*RECORD SET:*
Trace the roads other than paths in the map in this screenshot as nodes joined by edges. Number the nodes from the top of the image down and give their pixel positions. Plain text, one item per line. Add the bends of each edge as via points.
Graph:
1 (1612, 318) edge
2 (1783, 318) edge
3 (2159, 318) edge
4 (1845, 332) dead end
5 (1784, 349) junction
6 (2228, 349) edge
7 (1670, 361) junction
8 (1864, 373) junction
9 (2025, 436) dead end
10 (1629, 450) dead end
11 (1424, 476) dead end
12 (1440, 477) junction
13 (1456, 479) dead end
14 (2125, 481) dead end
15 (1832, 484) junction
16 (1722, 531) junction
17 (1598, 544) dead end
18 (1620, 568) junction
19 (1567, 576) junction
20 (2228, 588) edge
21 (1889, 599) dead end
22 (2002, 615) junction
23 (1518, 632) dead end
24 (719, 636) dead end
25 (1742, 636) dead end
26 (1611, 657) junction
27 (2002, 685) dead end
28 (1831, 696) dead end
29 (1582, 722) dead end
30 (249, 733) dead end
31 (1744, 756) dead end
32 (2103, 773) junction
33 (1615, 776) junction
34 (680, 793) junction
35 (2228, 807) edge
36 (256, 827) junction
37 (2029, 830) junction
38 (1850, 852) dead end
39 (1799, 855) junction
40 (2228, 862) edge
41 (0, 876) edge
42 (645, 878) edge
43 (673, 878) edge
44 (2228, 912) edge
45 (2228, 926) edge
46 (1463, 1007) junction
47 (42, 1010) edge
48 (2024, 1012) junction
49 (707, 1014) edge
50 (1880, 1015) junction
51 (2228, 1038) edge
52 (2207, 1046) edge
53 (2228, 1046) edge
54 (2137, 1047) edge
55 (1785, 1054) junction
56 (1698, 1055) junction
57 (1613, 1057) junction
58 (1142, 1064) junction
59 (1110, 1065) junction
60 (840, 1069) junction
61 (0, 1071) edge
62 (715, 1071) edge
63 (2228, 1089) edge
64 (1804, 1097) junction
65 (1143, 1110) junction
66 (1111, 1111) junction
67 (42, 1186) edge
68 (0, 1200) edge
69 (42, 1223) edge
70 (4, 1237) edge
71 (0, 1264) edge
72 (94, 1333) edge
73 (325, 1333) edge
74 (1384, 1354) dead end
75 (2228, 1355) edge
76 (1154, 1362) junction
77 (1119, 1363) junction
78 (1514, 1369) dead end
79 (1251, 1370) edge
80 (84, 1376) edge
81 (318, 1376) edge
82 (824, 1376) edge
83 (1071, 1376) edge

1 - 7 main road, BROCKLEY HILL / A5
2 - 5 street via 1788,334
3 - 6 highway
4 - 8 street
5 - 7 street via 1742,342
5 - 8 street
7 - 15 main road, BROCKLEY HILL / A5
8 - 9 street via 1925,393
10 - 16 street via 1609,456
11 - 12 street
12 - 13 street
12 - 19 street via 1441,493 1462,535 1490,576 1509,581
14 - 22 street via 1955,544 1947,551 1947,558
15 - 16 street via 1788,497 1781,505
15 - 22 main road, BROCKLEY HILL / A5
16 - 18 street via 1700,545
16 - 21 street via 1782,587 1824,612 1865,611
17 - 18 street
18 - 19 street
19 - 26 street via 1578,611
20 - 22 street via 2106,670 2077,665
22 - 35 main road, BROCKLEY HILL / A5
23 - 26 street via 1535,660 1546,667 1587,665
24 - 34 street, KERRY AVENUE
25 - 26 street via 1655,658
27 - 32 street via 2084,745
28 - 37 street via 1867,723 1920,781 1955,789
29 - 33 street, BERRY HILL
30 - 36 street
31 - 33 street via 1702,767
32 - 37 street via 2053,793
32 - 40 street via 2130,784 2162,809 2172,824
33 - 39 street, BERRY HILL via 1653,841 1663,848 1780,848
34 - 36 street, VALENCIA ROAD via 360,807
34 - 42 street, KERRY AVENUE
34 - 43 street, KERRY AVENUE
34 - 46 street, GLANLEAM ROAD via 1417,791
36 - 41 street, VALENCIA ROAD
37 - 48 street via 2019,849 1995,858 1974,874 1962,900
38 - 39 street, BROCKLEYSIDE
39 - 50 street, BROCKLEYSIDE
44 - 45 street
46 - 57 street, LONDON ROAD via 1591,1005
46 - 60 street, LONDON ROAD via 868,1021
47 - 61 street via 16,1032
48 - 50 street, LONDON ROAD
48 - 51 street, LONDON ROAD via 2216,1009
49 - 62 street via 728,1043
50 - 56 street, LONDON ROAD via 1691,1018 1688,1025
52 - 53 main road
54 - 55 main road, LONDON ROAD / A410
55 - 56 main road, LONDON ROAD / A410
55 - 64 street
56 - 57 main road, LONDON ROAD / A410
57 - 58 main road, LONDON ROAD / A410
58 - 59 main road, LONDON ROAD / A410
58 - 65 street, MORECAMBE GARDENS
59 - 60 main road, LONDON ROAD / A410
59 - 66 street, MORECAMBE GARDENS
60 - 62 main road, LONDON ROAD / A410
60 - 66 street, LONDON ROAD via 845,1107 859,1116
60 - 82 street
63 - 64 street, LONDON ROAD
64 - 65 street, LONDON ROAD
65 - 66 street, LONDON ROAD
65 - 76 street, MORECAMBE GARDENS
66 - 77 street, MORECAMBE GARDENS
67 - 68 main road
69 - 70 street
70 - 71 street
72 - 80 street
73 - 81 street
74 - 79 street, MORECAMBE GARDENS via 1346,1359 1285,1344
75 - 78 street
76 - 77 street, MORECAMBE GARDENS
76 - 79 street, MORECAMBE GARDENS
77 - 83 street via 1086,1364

*PROBLEM TO WORK ON:* The whole listing above needs to be written out exactly.

*OUTPUT FOR THIS TASK:*
Trace the roads other than paths in the map in this screenshot as nodes joined by edges. Number the nodes from the top of the image down and give their pixel positions. Plain text, one item per line. Add the bends of each edge as via points.
Graph:
1 (1612, 318) edge
2 (1783, 318) edge
3 (2159, 318) edge
4 (1845, 332) dead end
5 (1784, 349) junction
6 (2228, 349) edge
7 (1670, 361) junction
8 (1864, 373) junction
9 (2025, 436) dead end
10 (1629, 450) dead end
11 (1424, 476) dead end
12 (1440, 477) junction
13 (1456, 479) dead end
14 (2125, 481) dead end
15 (1832, 484) junction
16 (1722, 531) junction
17 (1598, 544) dead end
18 (1620, 568) junction
19 (1567, 576) junction
20 (2228, 588) edge
21 (1889, 599) dead end
22 (2002, 615) junction
23 (1518, 632) dead end
24 (719, 636) dead end
25 (1742, 636) dead end
26 (1611, 657) junction
27 (2002, 685) dead end
28 (1831, 696) dead end
29 (1582, 722) dead end
30 (249, 733) dead end
31 (1744, 756) dead end
32 (2103, 773) junction
33 (1615, 776) junction
34 (680, 793) junction
35 (2228, 807) edge
36 (256, 827) junction
37 (2029, 830) junction
38 (1850, 852) dead end
39 (1799, 855) junction
40 (2228, 862) edge
41 (0, 876) edge
42 (645, 878) edge
43 (673, 878) edge
44 (2228, 912) edge
45 (2228, 926) edge
46 (1463, 1007) junction
47 (42, 1010) edge
48 (2024, 1012) junction
49 (707, 1014) edge
50 (1880, 1015) junction
51 (2228, 1038) edge
52 (2207, 1046) edge
53 (2228, 1046) edge
54 (2137, 1047) edge
55 (1785, 1054) junction
56 (1698, 1055) junction
57 (1613, 1057) junction
58 (1142, 1064) junction
59 (1110, 1065) junction
60 (840, 1069) junction
61 (0, 1071) edge
62 (715, 1071) edge
63 (2228, 1089) edge
64 (1804, 1097) junction
65 (1143, 1110) junction
66 (1111, 1111) junction
67 (42, 1186) edge
68 (0, 1200) edge
69 (42, 1223) edge
70 (4, 1237) edge
71 (0, 1264) edge
72 (94, 1333) edge
73 (325, 1333) edge
74 (1384, 1354) dead end
75 (2228, 1355) edge
76 (1154, 1362) junction
77 (1119, 1363) junction
78 (1514, 1369) dead end
79 (1251, 1370) edge
80 (84, 1376) edge
81 (318, 1376) edge
82 (824, 1376) edge
83 (1071, 1376) edge

1 - 7 main road, BROCKLEY HILL / A5
2 - 5 street via 1788,334
3 - 6 highway
4 - 8 street
5 - 7 street via 1742,342
5 - 8 street
7 - 15 main road, BROCKLEY HILL / A5
8 - 9 street via 1925,393
10 - 16 street via 1609,456
11 - 12 street
12 - 13 street
12 - 19 street via 1441,493 1462,535 1490,576 1509,581
14 - 22 street via 1955,544 1947,551 1947,558
15 - 16 street via 1788,497 1781,505
15 - 22 main road, BROCKLEY HILL / A5
16 - 18 street via 1700,545
16 - 21 street via 1782,587 1824,612 1865,611
17 - 18 street
18 - 19 street
19 - 26 street via 1578,611
20 - 22 street via 2106,670 2077,665
22 - 35 main road, BROCKLEY HILL / A5
23 - 26 street via 1535,660 1546,667 1587,665
24 - 34 street, KERRY AVENUE
25 - 26 street via 1655,658
27 - 32 street via 2084,745
28 - 37 street via 1867,723 1920,781 1955,789
29 - 33 street, BERRY HILL
30 - 36 street
31 - 33 street via 1702,767
32 - 37 street via 2053,793
32 - 40 street via 2130,784 2162,809 2172,824
33 - 39 street, BERRY HILL via 1653,841 1663,848 1780,848
34 - 36 street, VALENCIA ROAD via 360,807
34 - 42 street, KERRY AVENUE
34 - 43 street, KERRY AVENUE
34 - 46 street, GLANLEAM ROAD via 1417,791
36 - 41 street, VALENCIA ROAD
37 - 48 street via 2019,849 1995,858 1974,874 1962,900
38 - 39 street, BROCKLEYSIDE
39 - 50 street, BROCKLEYSIDE
44 - 45 street
46 - 57 street, LONDON ROAD via 1591,1005
46 - 60 street, LONDON ROAD via 868,1021
47 - 61 street via 16,1032
48 - 50 street, LONDON ROAD
48 - 51 street, LONDON ROAD via 2216,1009
49 - 62 street via 728,1043
50 - 56 street, LONDON ROAD via 1691,1018 1688,1025
52 - 53 main road
54 - 55 main road, LONDON ROAD / A410
55 - 56 main road, LONDON ROAD / A410
55 - 64 street
56 - 57 main road, LONDON ROAD / A410
57 - 58 main road, LONDON ROAD / A410
58 - 59 main road, LONDON ROAD / A410
58 - 65 street, MORECAMBE GARDENS
59 - 60 main road, LONDON ROAD / A410
59 - 66 street, MORECAMBE GARDENS
60 - 62 main road, LONDON ROAD / A410
60 - 66 street, LONDON ROAD via 845,1107 859,1116
60 - 82 street
63 - 64 street, LONDON ROAD
64 - 65 street, LONDON ROAD
65 - 66 street, LONDON ROAD
65 - 76 street, MORECAMBE GARDENS
66 - 77 street, MORECAMBE GARDENS
67 - 68 main road
69 - 70 street
70 - 71 street
72 - 80 street
73 - 81 street
74 - 79 street, MORECAMBE GARDENS via 1346,1359 1285,1344
75 - 78 street
76 - 77 street, MORECAMBE GARDENS
76 - 79 street, MORECAMBE GARDENS
77 - 83 street via 1086,1364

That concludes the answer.